Correlation of quantitative human cytomegalovirus pp65-, p72- and p150-antigenemia, viremia and circulating endothelial giant cells with clinical symptoms and antiviral treatment in immunocompromised patients

Abstract

Human cytomegalovirus (HCMV) replication in peripheral blood polymorphonuclear (PMNL) and mononuclear (MNL) leukocytes was investigated by quantitative determination of pp65-, p72- and p150-antigenemia and viremia in 7 (4 heart or heart-lung transplanted and 3 AIDS) immunosuppressed patients. These parameters were correlated with appearance of clinical symptoms and with their disappearance following antiviral treatment. Onset and progression of HCMV infection was associated to increasing levels of pp65-, p72- and p150-antigenemia and viremia, and a significant correlation was found between antigenemia and viremia in both PMNL and MNL. pp65-antigenemia showed absolute levels higher than p72- and p150-antigenemia both in PMNL and MNL, but PMNL showed figures consistently higher than MNL for all 3 viral proteins. levels of p150-antigenemia and viremia >100 were associated to clinical symptoms in patients with peak of infection within 40 days after transplantation.
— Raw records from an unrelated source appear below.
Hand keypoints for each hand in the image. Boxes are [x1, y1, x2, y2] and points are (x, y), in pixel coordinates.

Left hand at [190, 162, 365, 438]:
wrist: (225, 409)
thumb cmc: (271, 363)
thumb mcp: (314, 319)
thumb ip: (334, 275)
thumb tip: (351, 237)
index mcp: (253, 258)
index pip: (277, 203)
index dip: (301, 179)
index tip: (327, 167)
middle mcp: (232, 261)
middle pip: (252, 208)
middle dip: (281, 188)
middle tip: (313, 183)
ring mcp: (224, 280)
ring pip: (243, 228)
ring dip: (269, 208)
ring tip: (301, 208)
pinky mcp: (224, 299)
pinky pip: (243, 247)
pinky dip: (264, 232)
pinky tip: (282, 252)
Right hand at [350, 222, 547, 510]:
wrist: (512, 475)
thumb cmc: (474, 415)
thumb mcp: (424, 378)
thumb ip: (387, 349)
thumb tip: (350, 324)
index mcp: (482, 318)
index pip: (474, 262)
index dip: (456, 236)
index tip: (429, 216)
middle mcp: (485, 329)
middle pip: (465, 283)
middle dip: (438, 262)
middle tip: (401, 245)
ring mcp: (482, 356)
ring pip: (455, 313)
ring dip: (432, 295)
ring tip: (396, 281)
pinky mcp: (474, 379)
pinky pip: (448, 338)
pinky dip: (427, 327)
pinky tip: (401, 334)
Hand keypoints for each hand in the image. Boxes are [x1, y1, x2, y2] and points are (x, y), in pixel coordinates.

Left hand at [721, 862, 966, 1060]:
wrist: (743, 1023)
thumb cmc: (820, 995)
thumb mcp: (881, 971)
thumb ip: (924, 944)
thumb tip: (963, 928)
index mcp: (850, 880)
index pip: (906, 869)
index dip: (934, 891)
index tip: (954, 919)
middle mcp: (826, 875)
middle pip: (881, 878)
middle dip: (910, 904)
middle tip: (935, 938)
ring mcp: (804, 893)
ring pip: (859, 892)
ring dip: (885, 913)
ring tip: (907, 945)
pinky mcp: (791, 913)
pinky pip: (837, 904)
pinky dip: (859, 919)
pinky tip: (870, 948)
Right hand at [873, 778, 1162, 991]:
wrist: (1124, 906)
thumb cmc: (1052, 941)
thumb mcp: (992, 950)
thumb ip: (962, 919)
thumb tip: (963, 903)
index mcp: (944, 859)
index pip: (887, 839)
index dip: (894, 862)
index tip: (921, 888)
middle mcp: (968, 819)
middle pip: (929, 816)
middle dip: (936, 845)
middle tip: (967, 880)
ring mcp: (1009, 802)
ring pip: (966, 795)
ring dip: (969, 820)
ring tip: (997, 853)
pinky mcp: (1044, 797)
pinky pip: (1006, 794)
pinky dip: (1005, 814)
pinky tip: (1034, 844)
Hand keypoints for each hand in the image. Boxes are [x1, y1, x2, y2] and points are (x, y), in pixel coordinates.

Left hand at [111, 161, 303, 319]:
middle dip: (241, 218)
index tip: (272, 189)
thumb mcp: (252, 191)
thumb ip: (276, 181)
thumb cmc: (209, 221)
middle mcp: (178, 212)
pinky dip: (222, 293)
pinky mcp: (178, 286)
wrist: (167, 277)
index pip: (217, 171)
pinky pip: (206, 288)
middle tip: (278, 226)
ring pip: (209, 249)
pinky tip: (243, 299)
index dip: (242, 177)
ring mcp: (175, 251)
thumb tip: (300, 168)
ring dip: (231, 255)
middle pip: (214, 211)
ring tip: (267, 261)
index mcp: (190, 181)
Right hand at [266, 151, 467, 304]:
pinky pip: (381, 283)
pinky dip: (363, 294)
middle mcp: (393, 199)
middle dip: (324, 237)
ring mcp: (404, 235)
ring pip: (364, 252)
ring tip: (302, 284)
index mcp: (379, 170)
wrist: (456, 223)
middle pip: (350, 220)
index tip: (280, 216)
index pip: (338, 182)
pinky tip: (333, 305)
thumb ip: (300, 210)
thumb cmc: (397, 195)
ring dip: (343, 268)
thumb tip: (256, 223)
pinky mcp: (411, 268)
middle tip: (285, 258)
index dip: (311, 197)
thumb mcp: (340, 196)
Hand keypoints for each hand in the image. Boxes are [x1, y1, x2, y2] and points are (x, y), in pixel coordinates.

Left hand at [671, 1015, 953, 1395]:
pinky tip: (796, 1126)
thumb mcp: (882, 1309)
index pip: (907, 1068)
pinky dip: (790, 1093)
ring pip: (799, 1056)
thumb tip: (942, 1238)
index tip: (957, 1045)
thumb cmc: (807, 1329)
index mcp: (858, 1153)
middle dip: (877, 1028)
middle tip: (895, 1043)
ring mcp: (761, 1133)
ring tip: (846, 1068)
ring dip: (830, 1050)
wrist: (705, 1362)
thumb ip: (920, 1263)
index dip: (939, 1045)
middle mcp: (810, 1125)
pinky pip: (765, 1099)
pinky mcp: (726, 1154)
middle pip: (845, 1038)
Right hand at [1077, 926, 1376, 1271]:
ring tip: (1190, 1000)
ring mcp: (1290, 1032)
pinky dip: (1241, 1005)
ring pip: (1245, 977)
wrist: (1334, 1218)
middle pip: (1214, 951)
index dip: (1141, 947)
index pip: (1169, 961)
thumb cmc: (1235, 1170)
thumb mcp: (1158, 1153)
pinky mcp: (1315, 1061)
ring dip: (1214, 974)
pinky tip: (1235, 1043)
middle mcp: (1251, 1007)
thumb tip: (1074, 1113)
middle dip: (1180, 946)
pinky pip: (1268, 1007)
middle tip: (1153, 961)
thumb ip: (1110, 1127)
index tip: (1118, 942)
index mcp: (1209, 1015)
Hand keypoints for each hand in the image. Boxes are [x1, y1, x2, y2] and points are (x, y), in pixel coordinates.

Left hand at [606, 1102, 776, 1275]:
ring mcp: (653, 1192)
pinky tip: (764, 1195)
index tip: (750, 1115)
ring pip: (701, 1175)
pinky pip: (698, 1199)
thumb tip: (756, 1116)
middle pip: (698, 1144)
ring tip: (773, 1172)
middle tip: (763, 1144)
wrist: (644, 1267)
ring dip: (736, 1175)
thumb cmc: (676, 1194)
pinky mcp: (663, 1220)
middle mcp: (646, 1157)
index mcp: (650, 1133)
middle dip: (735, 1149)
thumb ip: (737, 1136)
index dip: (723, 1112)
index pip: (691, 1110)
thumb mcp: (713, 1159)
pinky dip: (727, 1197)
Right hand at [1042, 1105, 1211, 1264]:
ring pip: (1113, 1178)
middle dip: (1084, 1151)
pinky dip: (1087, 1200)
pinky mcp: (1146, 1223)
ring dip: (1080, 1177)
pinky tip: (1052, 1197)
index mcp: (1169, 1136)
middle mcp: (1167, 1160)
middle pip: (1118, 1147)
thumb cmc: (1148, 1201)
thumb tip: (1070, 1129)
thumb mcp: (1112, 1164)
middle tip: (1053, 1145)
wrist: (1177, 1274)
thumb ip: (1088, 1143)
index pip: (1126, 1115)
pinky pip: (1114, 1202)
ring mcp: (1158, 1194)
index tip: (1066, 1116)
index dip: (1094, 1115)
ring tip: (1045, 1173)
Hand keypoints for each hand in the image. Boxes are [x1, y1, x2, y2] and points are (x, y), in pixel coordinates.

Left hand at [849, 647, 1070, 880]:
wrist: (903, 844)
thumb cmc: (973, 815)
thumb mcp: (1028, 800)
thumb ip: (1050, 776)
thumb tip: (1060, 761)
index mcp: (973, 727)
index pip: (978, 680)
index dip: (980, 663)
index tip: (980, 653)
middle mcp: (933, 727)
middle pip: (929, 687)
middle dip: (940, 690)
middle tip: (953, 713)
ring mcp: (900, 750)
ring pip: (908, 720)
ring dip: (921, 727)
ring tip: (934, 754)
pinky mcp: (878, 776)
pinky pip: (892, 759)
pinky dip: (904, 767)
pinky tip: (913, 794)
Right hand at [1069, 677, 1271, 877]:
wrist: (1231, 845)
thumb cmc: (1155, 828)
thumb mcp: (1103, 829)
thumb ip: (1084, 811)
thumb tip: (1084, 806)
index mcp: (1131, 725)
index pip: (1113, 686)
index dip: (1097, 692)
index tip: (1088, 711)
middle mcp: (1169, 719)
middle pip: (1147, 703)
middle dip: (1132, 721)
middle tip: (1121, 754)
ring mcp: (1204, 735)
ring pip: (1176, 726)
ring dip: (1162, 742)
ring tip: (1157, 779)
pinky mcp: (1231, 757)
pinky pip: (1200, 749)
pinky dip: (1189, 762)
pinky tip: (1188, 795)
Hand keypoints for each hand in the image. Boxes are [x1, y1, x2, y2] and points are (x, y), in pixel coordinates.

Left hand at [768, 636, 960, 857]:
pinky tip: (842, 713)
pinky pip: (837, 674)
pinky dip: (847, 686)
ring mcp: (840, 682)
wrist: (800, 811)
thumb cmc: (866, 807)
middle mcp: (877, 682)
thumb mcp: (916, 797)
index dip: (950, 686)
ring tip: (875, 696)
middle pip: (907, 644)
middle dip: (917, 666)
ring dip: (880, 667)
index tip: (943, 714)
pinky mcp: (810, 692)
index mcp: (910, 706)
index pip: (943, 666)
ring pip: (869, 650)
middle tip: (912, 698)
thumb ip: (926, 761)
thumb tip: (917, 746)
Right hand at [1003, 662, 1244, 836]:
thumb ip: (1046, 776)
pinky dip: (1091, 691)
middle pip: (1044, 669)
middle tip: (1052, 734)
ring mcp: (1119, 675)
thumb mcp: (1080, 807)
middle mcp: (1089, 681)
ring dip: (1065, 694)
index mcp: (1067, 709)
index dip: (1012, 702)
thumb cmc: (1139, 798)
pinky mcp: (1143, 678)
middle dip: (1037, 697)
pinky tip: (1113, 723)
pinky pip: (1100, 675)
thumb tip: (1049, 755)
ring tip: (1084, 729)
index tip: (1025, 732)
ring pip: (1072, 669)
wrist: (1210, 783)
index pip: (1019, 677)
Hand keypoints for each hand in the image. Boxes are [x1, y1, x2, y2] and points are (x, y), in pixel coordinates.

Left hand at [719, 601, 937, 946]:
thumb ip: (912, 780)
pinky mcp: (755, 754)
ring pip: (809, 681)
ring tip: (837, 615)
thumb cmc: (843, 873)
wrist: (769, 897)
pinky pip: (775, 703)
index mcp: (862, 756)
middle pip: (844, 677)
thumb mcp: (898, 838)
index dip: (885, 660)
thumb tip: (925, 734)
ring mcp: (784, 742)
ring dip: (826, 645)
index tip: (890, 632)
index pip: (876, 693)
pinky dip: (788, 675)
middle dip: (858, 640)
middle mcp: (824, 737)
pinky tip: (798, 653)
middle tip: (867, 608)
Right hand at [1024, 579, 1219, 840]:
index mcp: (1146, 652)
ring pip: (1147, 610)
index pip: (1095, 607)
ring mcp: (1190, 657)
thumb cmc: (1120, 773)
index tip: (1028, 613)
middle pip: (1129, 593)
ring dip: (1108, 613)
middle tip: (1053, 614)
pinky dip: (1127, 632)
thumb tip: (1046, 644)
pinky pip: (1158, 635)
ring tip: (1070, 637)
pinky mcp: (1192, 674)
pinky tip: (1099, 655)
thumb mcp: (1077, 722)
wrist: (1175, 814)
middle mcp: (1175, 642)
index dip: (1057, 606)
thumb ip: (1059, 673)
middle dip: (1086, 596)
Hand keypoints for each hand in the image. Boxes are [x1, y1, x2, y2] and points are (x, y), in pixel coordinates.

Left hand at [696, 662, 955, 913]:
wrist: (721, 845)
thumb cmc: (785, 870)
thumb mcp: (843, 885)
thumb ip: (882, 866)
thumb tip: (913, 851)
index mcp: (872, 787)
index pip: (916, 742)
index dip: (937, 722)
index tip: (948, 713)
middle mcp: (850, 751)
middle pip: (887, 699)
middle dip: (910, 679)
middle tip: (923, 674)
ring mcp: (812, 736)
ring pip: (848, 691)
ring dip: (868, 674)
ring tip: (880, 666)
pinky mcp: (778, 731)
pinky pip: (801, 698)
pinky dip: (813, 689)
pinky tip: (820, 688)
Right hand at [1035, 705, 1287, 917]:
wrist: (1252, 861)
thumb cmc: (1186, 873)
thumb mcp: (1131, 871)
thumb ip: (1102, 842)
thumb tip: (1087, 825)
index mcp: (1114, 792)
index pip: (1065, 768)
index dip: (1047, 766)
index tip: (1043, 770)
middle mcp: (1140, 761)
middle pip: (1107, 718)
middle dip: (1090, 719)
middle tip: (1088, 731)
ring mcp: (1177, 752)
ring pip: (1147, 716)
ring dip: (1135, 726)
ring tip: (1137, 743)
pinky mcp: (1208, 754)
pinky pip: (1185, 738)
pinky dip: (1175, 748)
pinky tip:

In addition, number of HCMV-infected circulating giant cells (CGC) progressively increased in the presence of an organ syndrome. Antiviral treatment with either foscarnet or ganciclovir induced rapid disappearance of p150-positive PMNL and MNL as well as CGC, followed by disappearance of p72-positive leukocytes within a few days. pp65-positive cells were the last to disappear. Reported data suggest that viral replication may occur not only in MNL, but also in PMNL. Interaction between HCMV-infected circulating leukocytes and CGC may represent one of the major pathogenetic pathways for the development and dissemination of HCMV infection in immunocompromised patients.